» Your task
Nothing but the text belongs in the answer: the listing below, copied exactly, without pictures.

» Material for this task
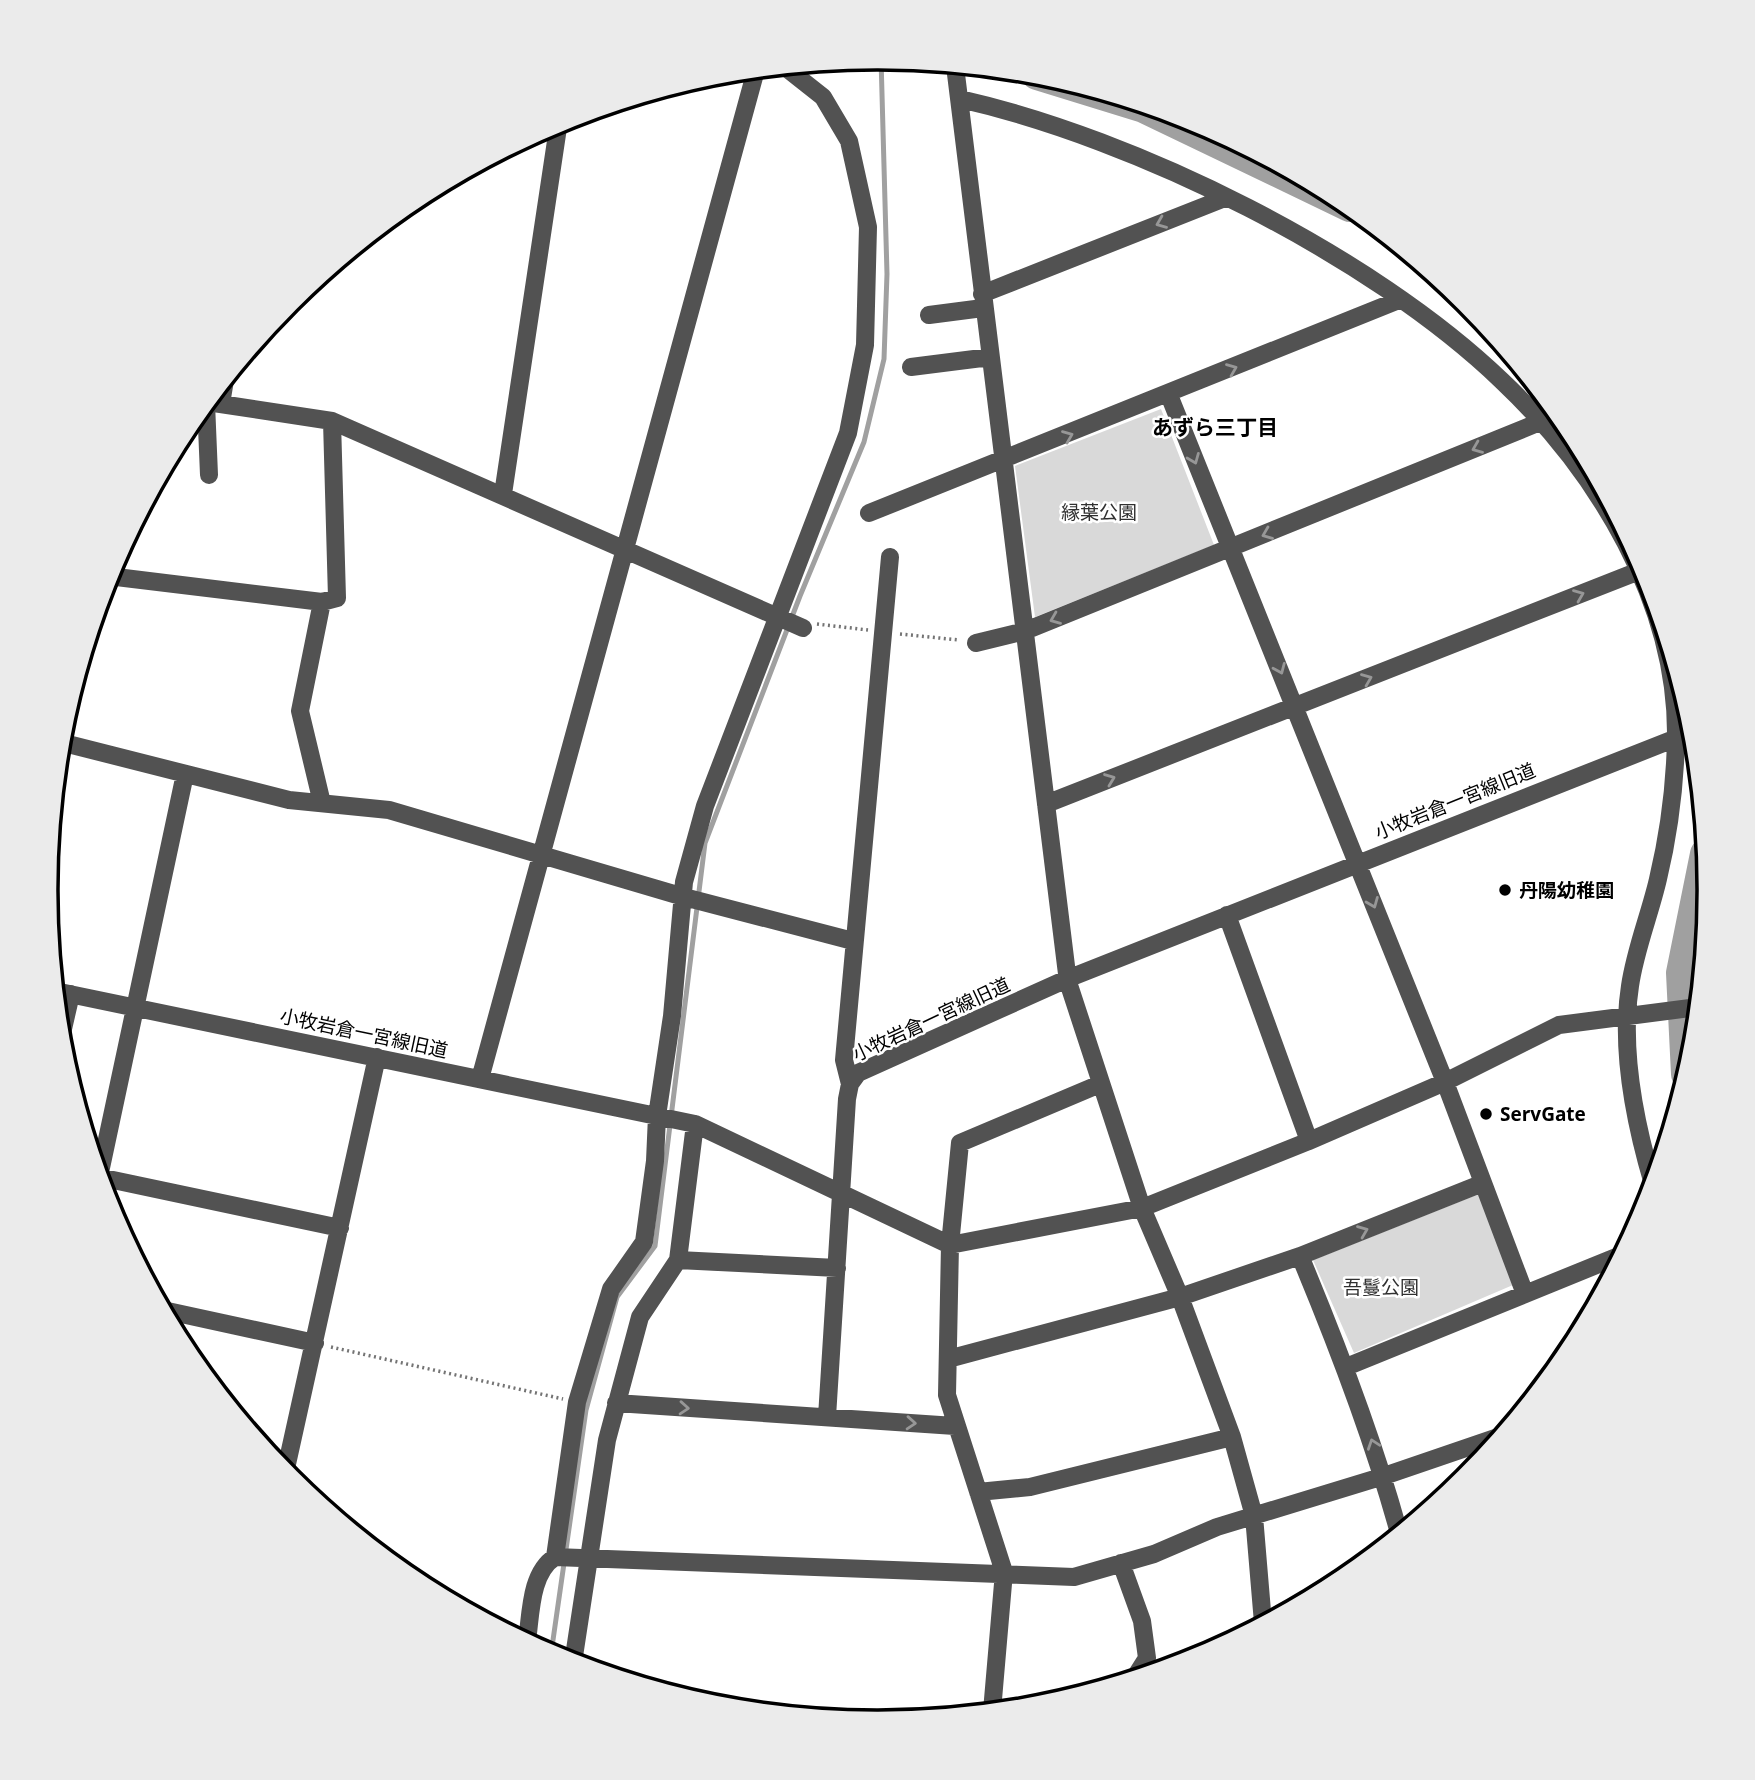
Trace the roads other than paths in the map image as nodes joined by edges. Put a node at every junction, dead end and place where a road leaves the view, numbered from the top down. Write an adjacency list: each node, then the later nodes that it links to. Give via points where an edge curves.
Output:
1 (956, 74): 4 (street)
2 (795, 75): 28 (street, via 822,97 849,141 868,227 868,296 865,345 848,433)
3 (753, 80): 22 (street)
4 (960, 99): 6 (street, via 1013,111 1091,139); 8 (street)
5 (557, 136): 19 (street)
6 (1225, 198): 7 (street, via 1342,262); 8 (street, one-way to 8)
7 (1399, 300): 12 (street, one-way to 7); 16 (street, via 1503,381)
8 (983, 301): 9 (street); 10 (street)
9 (929, 315)
10 (990, 357): 11 (street); 17 (street)
11 (911, 367)
12 (1169, 395): 17 (street, one-way to 12); 23 (street, one-way to 23)
13 (218, 404): 15 (street)
14 (211, 414): 18 (street)
15 (332, 421): 19 (street); 27 (street, via 337,598)
16 (1540, 422): 21 (street, via 1576,465); 23 (street, one-way to 23)
17 (1004, 461): 20 (street); 30 (street)
18 (209, 475)
19 (503, 494): 22 (street)
20 (869, 513)
21 (1613, 528)
22 (626, 548): 28 (street); 39 (street)
23 (1230, 549): 30 (street, one-way to 30); 32 (street, one-way to 32)
24 (890, 557): 43 (street)
25 (1634, 573): 32 (street, one-way to 25)
26 (119, 578): 27 (street)
27 (322, 602): 37 (street, via 300,711)
28 (779, 619): 29 (street); 41 (street, via 705,806 684,882)
29 (802, 628)
30 (1025, 631): 31 (street); 38 (street)
31 (976, 643)
32 (1297, 707): 38 (street, one-way to 32); 40 (street)
33 (1682, 735): 40 (street, 小牧岩倉一宮線旧道)
34 (71, 745): 36 (street)
35 (1684, 747): 48 (street)
36 (185, 774): 37 (street, via 289,800); 47 (street)
37 (322, 803): 39 (street, via 389,810)
38 (1046, 804): 44 (street)
39 (540, 855): 41 (street); 50 (street)
40 (1357, 863): 42 (street, 小牧岩倉一宮線旧道); 51 (street, one-way to 51)
41 (694, 899): 43 (street); 54 (street)
42 (1227, 915): 44 (street, 小牧岩倉一宮線旧道); 56 (street)
43 (853, 941): 52 (street, via 844,1060)
44 (1067, 979): 52 (street, 小牧岩倉一宮線旧道, via 858,1073); 53 (street)
45 (65, 993): 47 (street, 小牧岩倉一宮線旧道)
46 (1689, 1005): 48 (street)
47 (136, 1007): 49 (street, 小牧岩倉一宮線旧道); 57 (street)
48 (1627, 1016): 51 (street, via 1559,1025); 58 (street, via 1639,1130)
49 (377, 1058): 50 (street, 小牧岩倉一宮線旧道); 63 (street)
50 (480, 1079): 54 (street, 小牧岩倉一宮線旧道)
51 (1445, 1082): 56 (street); 60 (street)
52 (850, 1084): 61 (street, 小牧岩倉一宮線旧道)
53 (1100, 1084): 62 (street); 64 (street, via 960,1143)
54 (659, 1116): 55 (street, 小牧岩倉一宮線旧道); 85 (street, via 644,1242 611,1289 578,1402)
55 (689, 1123): 61 (street, 小牧岩倉一宮線旧道); 66 (street)
56 (1309, 1142): 62 (street)
57 (103, 1159)
58 (1649, 1167)
59 (111, 1179): 63 (street)
60 (1483, 1183): 65 (street, one-way to 60); 69 (street)
61 (842, 1192): 64 (street); 68 (street)
62 (1142, 1208): 64 (street); 70 (street)
63 (340, 1228): 72 (street)
64 (950, 1245): 73 (street)
65 (1300, 1256): 70 (street); 74 (street)
66 (678, 1260): 68 (street); 75 (street, via 640,1317)
67 (1609, 1260): 69 (street)
68 (836, 1268): 76 (street)
69 (1525, 1294): 74 (street)
70 (1180, 1297): 73 (street); 78 (street)
71 (176, 1313): 72 (street)
72 (316, 1343): 80 (street)
73 (948, 1359): 77 (street, via 947,1395)
74 (1346, 1367): 81 (street, one-way to 74)
75 (616, 1404): 76 (street, one-way to 76); 86 (street)
76 (827, 1417): 77 (street, one-way to 77)
77 (954, 1426): 82 (street)
78 (1232, 1437): 82 (street, via 1030,1487); 83 (street)
79 (1483, 1442): 81 (street)
80 (288, 1460)
81 (1384, 1476): 83 (street); 84 (street)
82 (978, 1492): 88 (street)
83 (1254, 1516): 87 (street); 89 (street)
84 (1397, 1524)
85 (556, 1557): 86 (street); 90 (street, via 543,1565)
86 (584, 1558): 88 (street); 91 (street)
87 (1121, 1563): 88 (street, via 1074,1577); 92 (street, via 1142,1621 1147,1658)
88 (1004, 1572): 93 (street)
89 (1262, 1613)
90 (529, 1631)
91 (574, 1651)
92 (1142, 1666)
93 (993, 1702)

» Answer section
Trace the roads other than paths in the map image as nodes joined by edges. Put a node at every junction, dead end and place where a road leaves the view, numbered from the top down. Write an adjacency list: each node, then the later nodes that it links to. Give via points where an edge curves.
Output:
1 (956, 74): 4 (street)
2 (795, 75): 28 (street, via 822,97 849,141 868,227 868,296 865,345 848,433)
3 (753, 80): 22 (street)
4 (960, 99): 6 (street, via 1013,111 1091,139); 8 (street)
5 (557, 136): 19 (street)
6 (1225, 198): 7 (street, via 1342,262); 8 (street, one-way to 8)
7 (1399, 300): 12 (street, one-way to 7); 16 (street, via 1503,381)
8 (983, 301): 9 (street); 10 (street)
9 (929, 315)
10 (990, 357): 11 (street); 17 (street)
11 (911, 367)
12 (1169, 395): 17 (street, one-way to 12); 23 (street, one-way to 23)
13 (218, 404): 15 (street)
14 (211, 414): 18 (street)
15 (332, 421): 19 (street); 27 (street, via 337,598)
16 (1540, 422): 21 (street, via 1576,465); 23 (street, one-way to 23)
17 (1004, 461): 20 (street); 30 (street)
18 (209, 475)
19 (503, 494): 22 (street)
20 (869, 513)
21 (1613, 528)
22 (626, 548): 28 (street); 39 (street)
23 (1230, 549): 30 (street, one-way to 30); 32 (street, one-way to 32)
24 (890, 557): 43 (street)
25 (1634, 573): 32 (street, one-way to 25)
26 (119, 578): 27 (street)
27 (322, 602): 37 (street, via 300,711)
28 (779, 619): 29 (street); 41 (street, via 705,806 684,882)
29 (802, 628)
30 (1025, 631): 31 (street); 38 (street)
31 (976, 643)
32 (1297, 707): 38 (street, one-way to 32); 40 (street)
33 (1682, 735): 40 (street, 小牧岩倉一宮線旧道)
34 (71, 745): 36 (street)
35 (1684, 747): 48 (street)
36 (185, 774): 37 (street, via 289,800); 47 (street)
37 (322, 803): 39 (street, via 389,810)
38 (1046, 804): 44 (street)
39 (540, 855): 41 (street); 50 (street)
40 (1357, 863): 42 (street, 小牧岩倉一宮線旧道); 51 (street, one-way to 51)
41 (694, 899): 43 (street); 54 (street)
42 (1227, 915): 44 (street, 小牧岩倉一宮線旧道); 56 (street)
43 (853, 941): 52 (street, via 844,1060)
44 (1067, 979): 52 (street, 小牧岩倉一宮線旧道, via 858,1073); 53 (street)
45 (65, 993): 47 (street, 小牧岩倉一宮線旧道)
46 (1689, 1005): 48 (street)
47 (136, 1007): 49 (street, 小牧岩倉一宮線旧道); 57 (street)
48 (1627, 1016): 51 (street, via 1559,1025); 58 (street, via 1639,1130)
49 (377, 1058): 50 (street, 小牧岩倉一宮線旧道); 63 (street)
50 (480, 1079): 54 (street, 小牧岩倉一宮線旧道)
51 (1445, 1082): 56 (street); 60 (street)
52 (850, 1084): 61 (street, 小牧岩倉一宮線旧道)
53 (1100, 1084): 62 (street); 64 (street, via 960,1143)
54 (659, 1116): 55 (street, 小牧岩倉一宮線旧道); 85 (street, via 644,1242 611,1289 578,1402)
55 (689, 1123): 61 (street, 小牧岩倉一宮線旧道); 66 (street)
56 (1309, 1142): 62 (street)
57 (103, 1159)
58 (1649, 1167)
59 (111, 1179): 63 (street)
60 (1483, 1183): 65 (street, one-way to 60); 69 (street)
61 (842, 1192): 64 (street); 68 (street)
62 (1142, 1208): 64 (street); 70 (street)
63 (340, 1228): 72 (street)
64 (950, 1245): 73 (street)
65 (1300, 1256): 70 (street); 74 (street)
66 (678, 1260): 68 (street); 75 (street, via 640,1317)
67 (1609, 1260): 69 (street)
68 (836, 1268): 76 (street)
69 (1525, 1294): 74 (street)
70 (1180, 1297): 73 (street); 78 (street)
71 (176, 1313): 72 (street)
72 (316, 1343): 80 (street)
73 (948, 1359): 77 (street, via 947,1395)
74 (1346, 1367): 81 (street, one-way to 74)
75 (616, 1404): 76 (street, one-way to 76); 86 (street)
76 (827, 1417): 77 (street, one-way to 77)
77 (954, 1426): 82 (street)
78 (1232, 1437): 82 (street, via 1030,1487); 83 (street)
79 (1483, 1442): 81 (street)
80 (288, 1460)
81 (1384, 1476): 83 (street); 84 (street)
82 (978, 1492): 88 (street)
83 (1254, 1516): 87 (street); 89 (street)
84 (1397, 1524)
85 (556, 1557): 86 (street); 90 (street, via 543,1565)
86 (584, 1558): 88 (street); 91 (street)
87 (1121, 1563): 88 (street, via 1074,1577); 92 (street, via 1142,1621 1147,1658)
88 (1004, 1572): 93 (street)
89 (1262, 1613)
90 (529, 1631)
91 (574, 1651)
92 (1142, 1666)
93 (993, 1702)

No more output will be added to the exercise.